**YOUR TASK**. From the entries that follow, list every line in which the string "points" appears.

**RECORDS SHOWN**.
+ + +
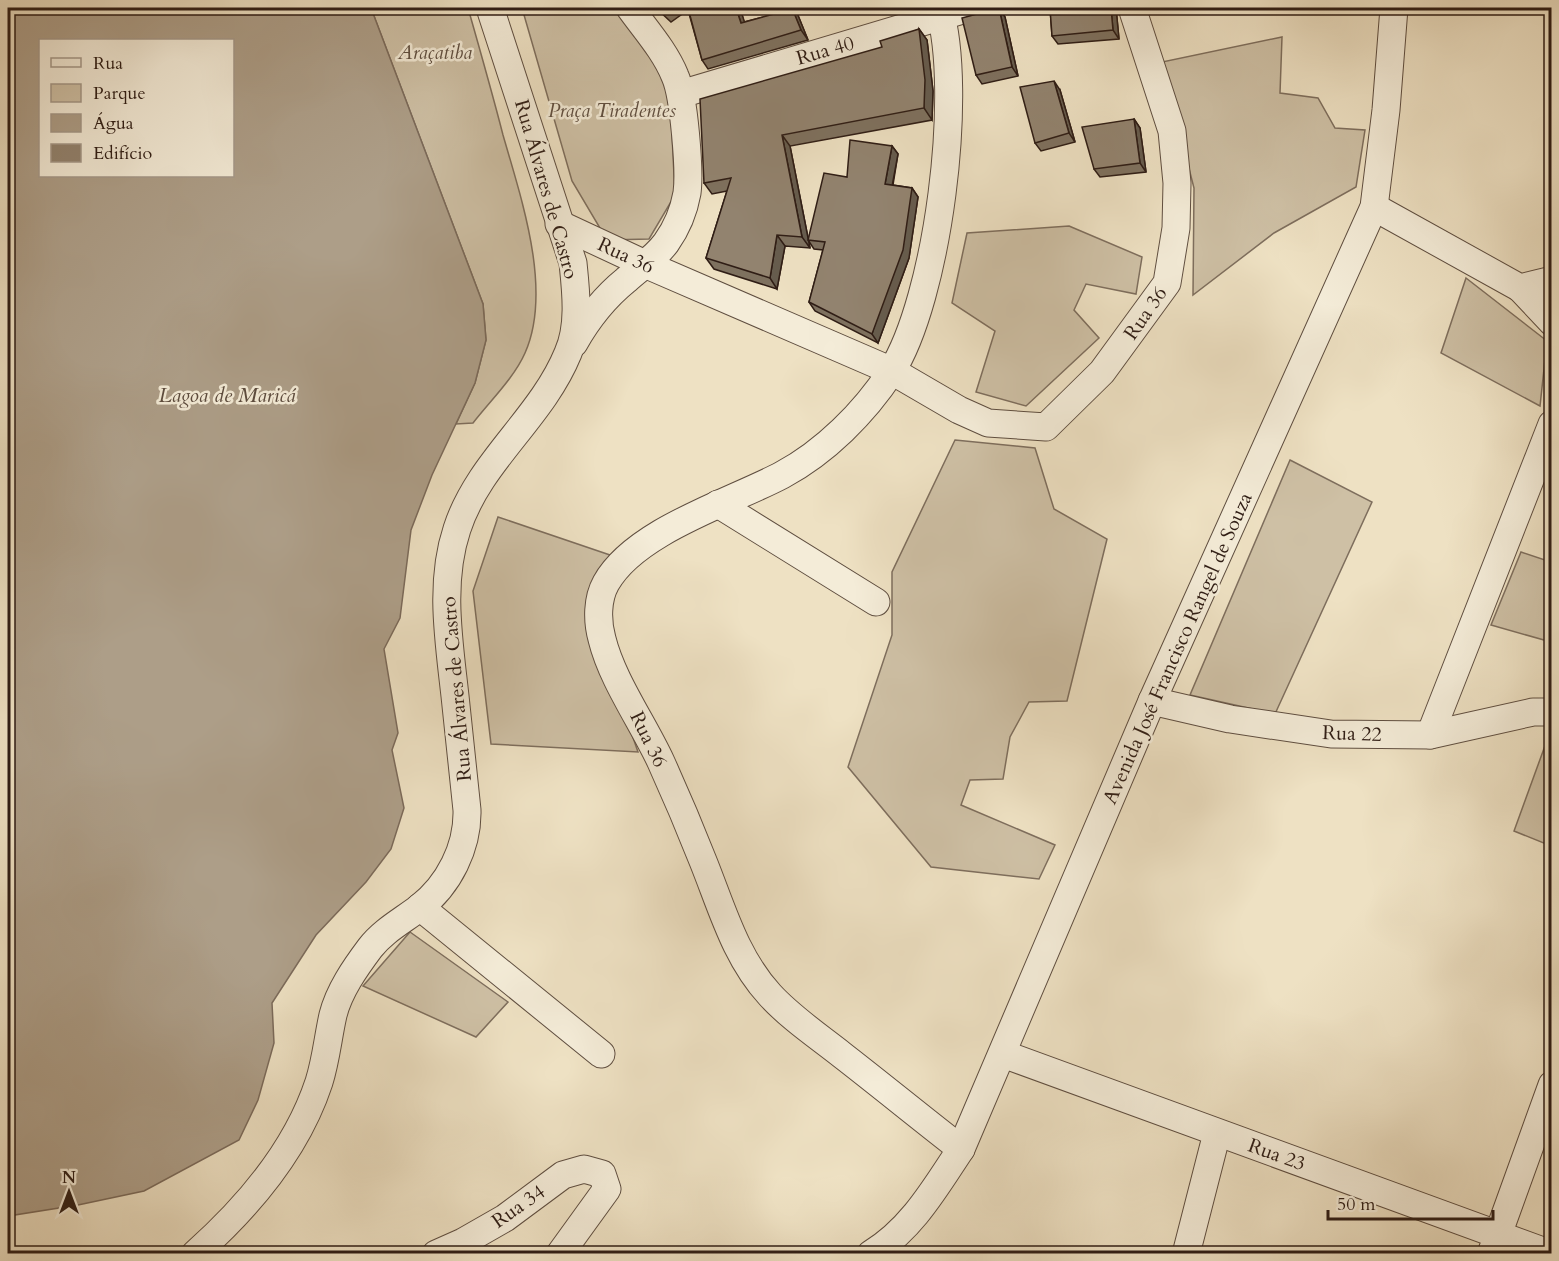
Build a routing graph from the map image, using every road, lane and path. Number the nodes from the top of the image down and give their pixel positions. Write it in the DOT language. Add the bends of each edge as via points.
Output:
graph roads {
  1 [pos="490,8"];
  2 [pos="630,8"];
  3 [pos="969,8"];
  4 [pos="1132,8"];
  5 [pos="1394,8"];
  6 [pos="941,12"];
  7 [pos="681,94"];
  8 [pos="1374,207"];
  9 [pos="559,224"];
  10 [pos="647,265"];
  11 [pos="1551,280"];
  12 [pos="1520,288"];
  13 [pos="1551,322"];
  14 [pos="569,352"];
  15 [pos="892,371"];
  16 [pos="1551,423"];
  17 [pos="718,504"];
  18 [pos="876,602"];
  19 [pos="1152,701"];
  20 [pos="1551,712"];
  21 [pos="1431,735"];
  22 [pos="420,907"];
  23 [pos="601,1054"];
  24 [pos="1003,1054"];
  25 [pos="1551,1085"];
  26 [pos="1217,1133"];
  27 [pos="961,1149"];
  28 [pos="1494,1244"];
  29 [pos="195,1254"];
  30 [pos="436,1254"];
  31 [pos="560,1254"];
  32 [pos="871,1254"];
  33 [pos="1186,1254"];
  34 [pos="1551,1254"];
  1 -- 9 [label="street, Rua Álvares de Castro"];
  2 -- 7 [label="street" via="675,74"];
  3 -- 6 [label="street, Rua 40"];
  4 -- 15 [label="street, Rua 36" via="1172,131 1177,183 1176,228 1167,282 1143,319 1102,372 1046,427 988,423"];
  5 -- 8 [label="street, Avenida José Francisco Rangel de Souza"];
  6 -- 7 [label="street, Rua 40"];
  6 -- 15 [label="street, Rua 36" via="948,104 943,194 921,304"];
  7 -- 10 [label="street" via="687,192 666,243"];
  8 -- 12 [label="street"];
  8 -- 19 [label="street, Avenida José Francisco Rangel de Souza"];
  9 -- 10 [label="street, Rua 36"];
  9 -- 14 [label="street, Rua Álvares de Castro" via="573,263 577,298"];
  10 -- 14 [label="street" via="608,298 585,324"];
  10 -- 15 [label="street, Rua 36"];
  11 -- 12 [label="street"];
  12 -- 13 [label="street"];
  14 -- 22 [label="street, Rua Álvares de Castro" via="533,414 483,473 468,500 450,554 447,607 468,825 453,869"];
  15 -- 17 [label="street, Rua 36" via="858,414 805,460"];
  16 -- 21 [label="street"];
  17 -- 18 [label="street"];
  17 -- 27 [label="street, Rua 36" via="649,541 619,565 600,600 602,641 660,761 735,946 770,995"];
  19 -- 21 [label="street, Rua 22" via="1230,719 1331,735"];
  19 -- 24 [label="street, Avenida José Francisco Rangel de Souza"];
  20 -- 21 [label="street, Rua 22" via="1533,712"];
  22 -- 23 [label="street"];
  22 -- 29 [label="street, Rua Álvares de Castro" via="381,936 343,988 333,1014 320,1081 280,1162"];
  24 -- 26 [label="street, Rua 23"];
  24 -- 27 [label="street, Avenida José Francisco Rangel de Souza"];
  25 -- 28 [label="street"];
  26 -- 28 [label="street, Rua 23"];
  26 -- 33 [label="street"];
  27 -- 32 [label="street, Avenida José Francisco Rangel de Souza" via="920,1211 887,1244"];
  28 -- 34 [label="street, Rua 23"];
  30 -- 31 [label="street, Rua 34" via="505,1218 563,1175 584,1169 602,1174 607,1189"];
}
+ + +
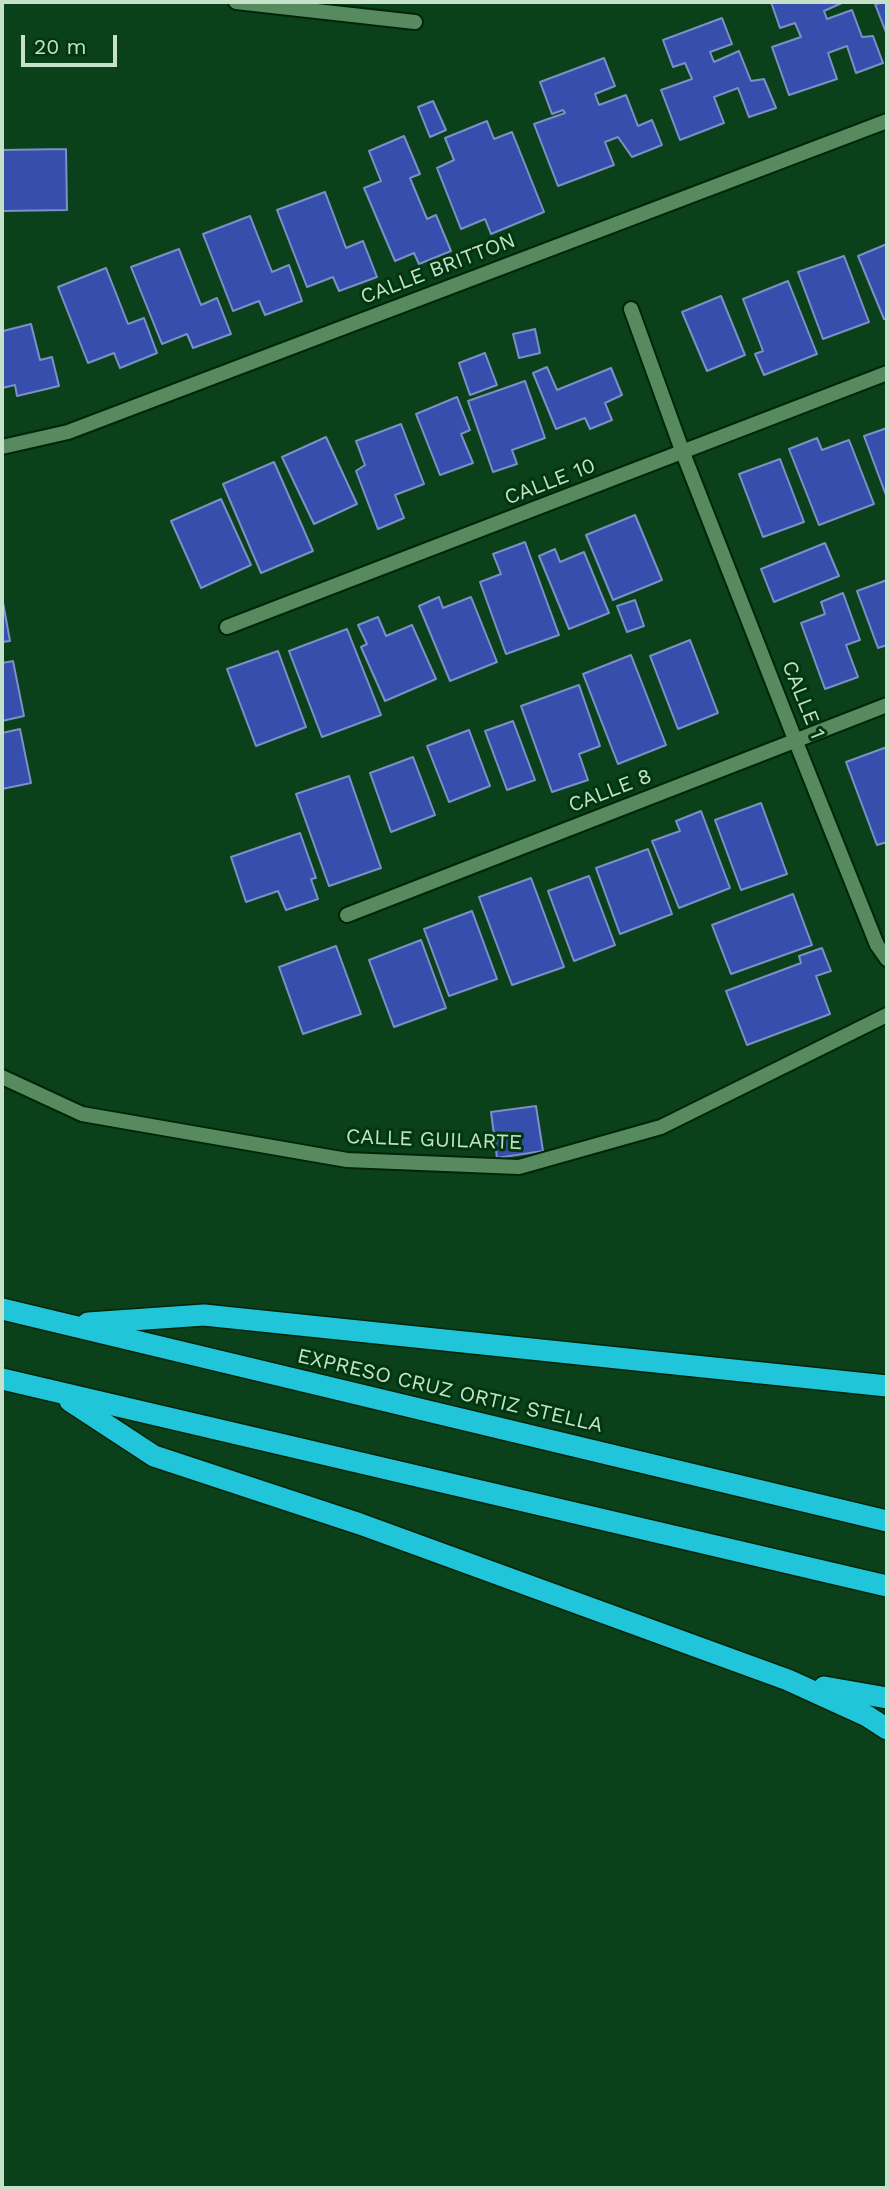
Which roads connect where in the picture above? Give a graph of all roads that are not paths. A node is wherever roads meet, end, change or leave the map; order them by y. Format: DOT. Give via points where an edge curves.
+ + +
**EXERCISE ANSWER**.
Build a routing graph from the map image, using every road, lane and path. Number the nodes from the top of the image down and give their pixel positions. Write it in the DOT language. Add the bends of each edge as via points.
Which roads connect where in the picture above? Give a graph of all roads that are not paths. A node is wherever roads meet, end, change or leave the map; order them by y. Format: DOT. Give via points where an edge curves.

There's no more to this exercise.